§ Description of the task: Top to bottom, output the entries that follow exactly.

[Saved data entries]

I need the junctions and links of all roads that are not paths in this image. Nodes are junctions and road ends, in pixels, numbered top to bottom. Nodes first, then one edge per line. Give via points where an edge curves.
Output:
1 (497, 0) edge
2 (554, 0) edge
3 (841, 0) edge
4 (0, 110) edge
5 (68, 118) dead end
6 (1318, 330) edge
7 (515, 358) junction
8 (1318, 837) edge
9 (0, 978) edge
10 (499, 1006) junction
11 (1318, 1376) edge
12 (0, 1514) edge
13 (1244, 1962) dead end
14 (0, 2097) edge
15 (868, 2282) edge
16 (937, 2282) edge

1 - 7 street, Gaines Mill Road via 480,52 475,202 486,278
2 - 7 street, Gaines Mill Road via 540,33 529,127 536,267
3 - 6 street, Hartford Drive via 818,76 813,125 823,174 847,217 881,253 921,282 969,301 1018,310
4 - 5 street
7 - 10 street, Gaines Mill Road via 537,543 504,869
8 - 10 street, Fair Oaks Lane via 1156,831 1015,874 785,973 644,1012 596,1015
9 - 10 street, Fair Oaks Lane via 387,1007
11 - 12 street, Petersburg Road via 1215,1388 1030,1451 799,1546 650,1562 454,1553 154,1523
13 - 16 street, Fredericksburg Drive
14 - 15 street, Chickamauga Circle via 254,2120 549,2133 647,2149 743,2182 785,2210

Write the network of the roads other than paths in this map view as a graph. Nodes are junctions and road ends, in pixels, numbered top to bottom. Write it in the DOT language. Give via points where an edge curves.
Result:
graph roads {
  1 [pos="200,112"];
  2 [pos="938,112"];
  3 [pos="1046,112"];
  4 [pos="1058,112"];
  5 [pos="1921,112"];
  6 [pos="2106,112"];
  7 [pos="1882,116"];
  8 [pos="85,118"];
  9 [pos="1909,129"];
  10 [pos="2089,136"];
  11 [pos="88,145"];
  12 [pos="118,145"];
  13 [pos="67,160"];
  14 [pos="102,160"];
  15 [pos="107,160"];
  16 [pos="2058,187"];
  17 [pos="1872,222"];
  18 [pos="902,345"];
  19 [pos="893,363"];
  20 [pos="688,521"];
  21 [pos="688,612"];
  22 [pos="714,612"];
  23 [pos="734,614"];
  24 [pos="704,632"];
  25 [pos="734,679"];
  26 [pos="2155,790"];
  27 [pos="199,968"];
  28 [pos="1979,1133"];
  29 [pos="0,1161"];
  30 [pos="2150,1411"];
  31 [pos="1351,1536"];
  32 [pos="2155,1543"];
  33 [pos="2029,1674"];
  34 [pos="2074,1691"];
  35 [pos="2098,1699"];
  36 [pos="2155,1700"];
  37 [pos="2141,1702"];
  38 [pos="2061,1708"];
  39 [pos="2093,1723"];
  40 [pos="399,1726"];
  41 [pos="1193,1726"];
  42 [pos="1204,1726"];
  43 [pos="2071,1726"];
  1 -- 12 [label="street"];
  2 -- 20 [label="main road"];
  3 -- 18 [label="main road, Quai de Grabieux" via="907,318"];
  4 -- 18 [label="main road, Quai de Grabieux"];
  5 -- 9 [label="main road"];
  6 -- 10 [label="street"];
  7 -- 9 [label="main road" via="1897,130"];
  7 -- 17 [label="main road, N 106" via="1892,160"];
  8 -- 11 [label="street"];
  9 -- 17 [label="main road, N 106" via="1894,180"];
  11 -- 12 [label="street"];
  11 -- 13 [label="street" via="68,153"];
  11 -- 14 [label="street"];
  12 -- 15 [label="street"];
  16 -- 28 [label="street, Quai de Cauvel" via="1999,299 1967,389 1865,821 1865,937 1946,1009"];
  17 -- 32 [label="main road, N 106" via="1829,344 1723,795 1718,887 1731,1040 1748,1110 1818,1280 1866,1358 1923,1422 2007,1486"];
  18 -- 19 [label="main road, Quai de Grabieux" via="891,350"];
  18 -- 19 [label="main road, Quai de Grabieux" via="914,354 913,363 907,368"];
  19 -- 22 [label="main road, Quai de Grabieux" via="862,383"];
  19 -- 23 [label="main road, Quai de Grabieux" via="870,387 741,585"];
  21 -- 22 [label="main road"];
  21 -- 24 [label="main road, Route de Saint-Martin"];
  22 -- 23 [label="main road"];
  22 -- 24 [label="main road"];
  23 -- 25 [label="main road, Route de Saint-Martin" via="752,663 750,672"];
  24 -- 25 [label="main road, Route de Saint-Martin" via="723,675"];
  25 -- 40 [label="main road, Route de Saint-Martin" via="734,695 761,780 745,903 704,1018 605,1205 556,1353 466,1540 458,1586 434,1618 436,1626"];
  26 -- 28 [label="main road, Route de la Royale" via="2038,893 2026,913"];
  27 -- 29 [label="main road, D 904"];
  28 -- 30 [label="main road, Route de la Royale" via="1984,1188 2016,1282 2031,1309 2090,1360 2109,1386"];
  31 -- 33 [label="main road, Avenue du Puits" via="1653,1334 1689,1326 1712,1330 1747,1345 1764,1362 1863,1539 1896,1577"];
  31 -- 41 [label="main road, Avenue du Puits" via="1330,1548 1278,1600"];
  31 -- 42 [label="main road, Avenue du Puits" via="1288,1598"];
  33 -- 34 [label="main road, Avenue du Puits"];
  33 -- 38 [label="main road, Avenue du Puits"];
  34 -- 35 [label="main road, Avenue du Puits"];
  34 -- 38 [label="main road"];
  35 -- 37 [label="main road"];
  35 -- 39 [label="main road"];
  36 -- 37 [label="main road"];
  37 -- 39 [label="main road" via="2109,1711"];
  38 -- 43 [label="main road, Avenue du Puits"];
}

§ Answer space:
I need the junctions and links of all roads that are not paths in this image. Nodes are junctions and road ends, in pixels, numbered top to bottom. Nodes first, then one edge per line. Give via points where an edge curves.
Output:
1 (497, 0) edge
2 (554, 0) edge
3 (841, 0) edge
4 (0, 110) edge
5 (68, 118) dead end
6 (1318, 330) edge
7 (515, 358) junction
8 (1318, 837) edge
9 (0, 978) edge
10 (499, 1006) junction
11 (1318, 1376) edge
12 (0, 1514) edge
13 (1244, 1962) dead end
14 (0, 2097) edge
15 (868, 2282) edge
16 (937, 2282) edge

1 - 7 street, Gaines Mill Road via 480,52 475,202 486,278
2 - 7 street, Gaines Mill Road via 540,33 529,127 536,267
3 - 6 street, Hartford Drive via 818,76 813,125 823,174 847,217 881,253 921,282 969,301 1018,310
4 - 5 street
7 - 10 street, Gaines Mill Road via 537,543 504,869
8 - 10 street, Fair Oaks Lane via 1156,831 1015,874 785,973 644,1012 596,1015
9 - 10 street, Fair Oaks Lane via 387,1007
11 - 12 street, Petersburg Road via 1215,1388 1030,1451 799,1546 650,1562 454,1553 154,1523
13 - 16 street, Fredericksburg Drive
14 - 15 street, Chickamauga Circle via 254,2120 549,2133 647,2149 743,2182 785,2210

Write the network of the roads other than paths in this map view as a graph. Nodes are junctions and road ends, in pixels, numbered top to bottom. Write it in the DOT language. Give via points where an edge curves.
Result:
graph roads {
  1 [pos="200,112"];
  2 [pos="938,112"];
  3 [pos="1046,112"];
  4 [pos="1058,112"];
  5 [pos="1921,112"];
  6 [pos="2106,112"];
  7 [pos="1882,116"];
  8 [pos="85,118"];
  9 [pos="1909,129"];
  10 [pos="2089,136"];
  11 [pos="88,145"];
  12 [pos="118,145"];
  13 [pos="67,160"];
  14 [pos="102,160"];
  15 [pos="107,160"];
  16 [pos="2058,187"];
  17 [pos="1872,222"];
  18 [pos="902,345"];
  19 [pos="893,363"];
  20 [pos="688,521"];
  21 [pos="688,612"];
  22 [pos="714,612"];
  23 [pos="734,614"];
  24 [pos="704,632"];
  25 [pos="734,679"];
  26 [pos="2155,790"];
  27 [pos="199,968"];
  28 [pos="1979,1133"];
  29 [pos="0,1161"];
  30 [pos="2150,1411"];
  31 [pos="1351,1536"];
  32 [pos="2155,1543"];
  33 [pos="2029,1674"];
  34 [pos="2074,1691"];
  35 [pos="2098,1699"];
  36 [pos="2155,1700"];
  37 [pos="2141,1702"];
  38 [pos="2061,1708"];
  39 [pos="2093,1723"];
  40 [pos="399,1726"];
  41 [pos="1193,1726"];
  42 [pos="1204,1726"];
  43 [pos="2071,1726"];
  1 -- 12 [label="street"];
  2 -- 20 [label="main road"];
  3 -- 18 [label="main road, Quai de Grabieux" via="907,318"];
  4 -- 18 [label="main road, Quai de Grabieux"];
  5 -- 9 [label="main road"];
  6 -- 10 [label="street"];
  7 -- 9 [label="main road" via="1897,130"];
  7 -- 17 [label="main road, N 106" via="1892,160"];
  8 -- 11 [label="street"];
  9 -- 17 [label="main road, N 106" via="1894,180"];
  11 -- 12 [label="street"];
  11 -- 13 [label="street" via="68,153"];
  11 -- 14 [label="street"];
  12 -- 15 [label="street"];
  16 -- 28 [label="street, Quai de Cauvel" via="1999,299 1967,389 1865,821 1865,937 1946,1009"];
  17 -- 32 [label="main road, N 106" via="1829,344 1723,795 1718,887 1731,1040 1748,1110 1818,1280 1866,1358 1923,1422 2007,1486"];
  18 -- 19 [label="main road, Quai de Grabieux" via="891,350"];
  18 -- 19 [label="main road, Quai de Grabieux" via="914,354 913,363 907,368"];
  19 -- 22 [label="main road, Quai de Grabieux" via="862,383"];
  19 -- 23 [label="main road, Quai de Grabieux" via="870,387 741,585"];
  21 -- 22 [label="main road"];
  21 -- 24 [label="main road, Route de Saint-Martin"];
  22 -- 23 [label="main road"];
  22 -- 24 [label="main road"];
  23 -- 25 [label="main road, Route de Saint-Martin" via="752,663 750,672"];
  24 -- 25 [label="main road, Route de Saint-Martin" via="723,675"];
  25 -- 40 [label="main road, Route de Saint-Martin" via="734,695 761,780 745,903 704,1018 605,1205 556,1353 466,1540 458,1586 434,1618 436,1626"];
  26 -- 28 [label="main road, Route de la Royale" via="2038,893 2026,913"];
  27 -- 29 [label="main road, D 904"];
  28 -- 30 [label="main road, Route de la Royale" via="1984,1188 2016,1282 2031,1309 2090,1360 2109,1386"];
  31 -- 33 [label="main road, Avenue du Puits" via="1653,1334 1689,1326 1712,1330 1747,1345 1764,1362 1863,1539 1896,1577"];
  31 -- 41 [label="main road, Avenue du Puits" via="1330,1548 1278,1600"];
  31 -- 42 [label="main road, Avenue du Puits" via="1288,1598"];
  33 -- 34 [label="main road, Avenue du Puits"];
  33 -- 38 [label="main road, Avenue du Puits"];
  34 -- 35 [label="main road, Avenue du Puits"];
  34 -- 38 [label="main road"];
  35 -- 37 [label="main road"];
  35 -- 39 [label="main road"];
  36 -- 37 [label="main road"];
  37 -- 39 [label="main road" via="2109,1711"];
  38 -- 43 [label="main road, Avenue du Puits"];
}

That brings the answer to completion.